Data Eng Weekly

Hadoop Weekly Issue #30

11 August 2013

There was quite a kerfuffle this week over some management changes at Hortonworks as well as a controversially post on HBase at InformationWeek. It'll be interesting to see if the news on these two topics die down or bleed into this coming week. In less controversial news, Mortar announced a really cool new project to accelerate development of Pig workflows, and Infochimps announced an acquisition by CSC. All-in-all, it was quite a busy week in the Hadoop ecosystem.


KijiScoring is a project for generating real-time scores (e.g. for recommendation engines or fraud-detection) for single entities. It complements the KijiMR project, which can build scores for entire datasets in batch, by providing a mechanism to refresh scores for individual entities at run-time based upon a freshness policy. This post walks through the key concepts of KijiScoring and gives a simple overview of the ShelfLife FreshnessPolicy that comes with KijiScoring.

One of the main features of Hoya (HBase on YARN) is support for temporary or short-lived clusters, e.g. for the duration of a MapReduce job. Hoya supports this use-case by persisting the HBase data and metadata describing the cluster in HDFS, allowing for automated recreation of a halted cluster at a future state. This post describes how this feature is implemented in Hoya 0.1.

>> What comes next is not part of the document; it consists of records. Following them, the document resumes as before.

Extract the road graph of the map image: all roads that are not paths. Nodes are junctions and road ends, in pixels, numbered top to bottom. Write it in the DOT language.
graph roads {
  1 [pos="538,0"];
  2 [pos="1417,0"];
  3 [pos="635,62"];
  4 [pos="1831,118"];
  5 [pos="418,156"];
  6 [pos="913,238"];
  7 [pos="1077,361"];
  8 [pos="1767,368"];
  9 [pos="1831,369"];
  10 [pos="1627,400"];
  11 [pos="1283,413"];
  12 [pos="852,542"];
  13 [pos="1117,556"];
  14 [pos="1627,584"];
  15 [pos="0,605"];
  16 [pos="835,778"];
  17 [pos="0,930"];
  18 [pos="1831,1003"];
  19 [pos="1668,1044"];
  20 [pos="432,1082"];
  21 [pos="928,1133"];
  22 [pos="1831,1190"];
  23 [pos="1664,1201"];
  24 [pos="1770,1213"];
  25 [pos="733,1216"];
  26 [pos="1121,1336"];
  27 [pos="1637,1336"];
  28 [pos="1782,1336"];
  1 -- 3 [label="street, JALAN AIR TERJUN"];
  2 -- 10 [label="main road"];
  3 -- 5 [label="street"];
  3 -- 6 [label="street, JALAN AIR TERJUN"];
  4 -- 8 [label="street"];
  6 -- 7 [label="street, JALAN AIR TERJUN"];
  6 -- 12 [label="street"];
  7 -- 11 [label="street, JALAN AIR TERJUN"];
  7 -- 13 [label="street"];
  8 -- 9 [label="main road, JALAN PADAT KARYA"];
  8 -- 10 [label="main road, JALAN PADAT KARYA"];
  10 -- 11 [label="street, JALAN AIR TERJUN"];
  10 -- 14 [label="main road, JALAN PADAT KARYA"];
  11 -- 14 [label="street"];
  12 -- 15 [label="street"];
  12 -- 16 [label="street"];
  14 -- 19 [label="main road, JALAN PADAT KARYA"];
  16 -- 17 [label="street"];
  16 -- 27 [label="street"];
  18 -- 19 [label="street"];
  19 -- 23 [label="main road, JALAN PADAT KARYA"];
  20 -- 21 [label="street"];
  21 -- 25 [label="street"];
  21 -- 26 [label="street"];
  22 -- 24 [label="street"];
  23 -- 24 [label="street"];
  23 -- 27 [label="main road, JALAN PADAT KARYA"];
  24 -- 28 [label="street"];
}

HUE, the web-frontend to Hadoop, has supported querying data stored in Hive for quite some time. Recently, it also added a Pig editor for writing and running Pig queries. This tutorial covers using HUE's Pig support to query data stored in Hive by accessing the data via HCatalog. HCatalog is a system for exposing data stored in Hive to Pig, MapReduce and other frameworks. It's great to see this workflow in action, because just a few months ago getting all of these components to talk to one another was a herculean effort.

Arun from Hortonworks posted a new github project that shows how to build a barebones YARN application written in Java. The application runs the same linux command n-times across the cluster, performing the YARN equivalent of Hello World (particularly if you set the command to be 'echo Hello World'). This is the simplest Java YARN application that I've seen, and it reduces the intimidation in authoring YARN applications quite a bit.

Mortar announced Watchtower for Apache Pig, which provides instant feedback and error handling while authoring Pig workflows. To do this, Watchtower pulls a sample of your dataset to a local server and recomputes all intermediate steps (and shows you the values) in near real-time, exposing the output via a website. Watchtower is a plugin for the mortar gem and is also open-source on github.

The LinkedIn booth at Hadoop Summit featured a Rasperry Pi Hadoop cluster, which was a big hit. This walkthrough covers all the steps necessary to build your own Rasberry Pi Hadoop cluster from scratch, including setting up the right version of Java, upgrading the operating system, and overclocking the Raspberry Pi.

Version 1.1 of the Mongo-Hadoop adapter was released a few weeks ago. This post highlights some of the features of the adapter, such as support for Pig and Hive, as well as background on how the adapter reads data out of Mongo.


InformationWeek published a two-party debate about HBase's roll in the NoSQL market. On the pro-HBase side is Michael Hausenblas of MapR, who argues that HBase is already winning over other popular NoSQL stores such as Cassandra and MongoDB. On the anti-HBase side, Jonathan Ellis of DataStax argues that HBase's design includes fundamental flaws from which other systems (namely Cassandra) don't suffer.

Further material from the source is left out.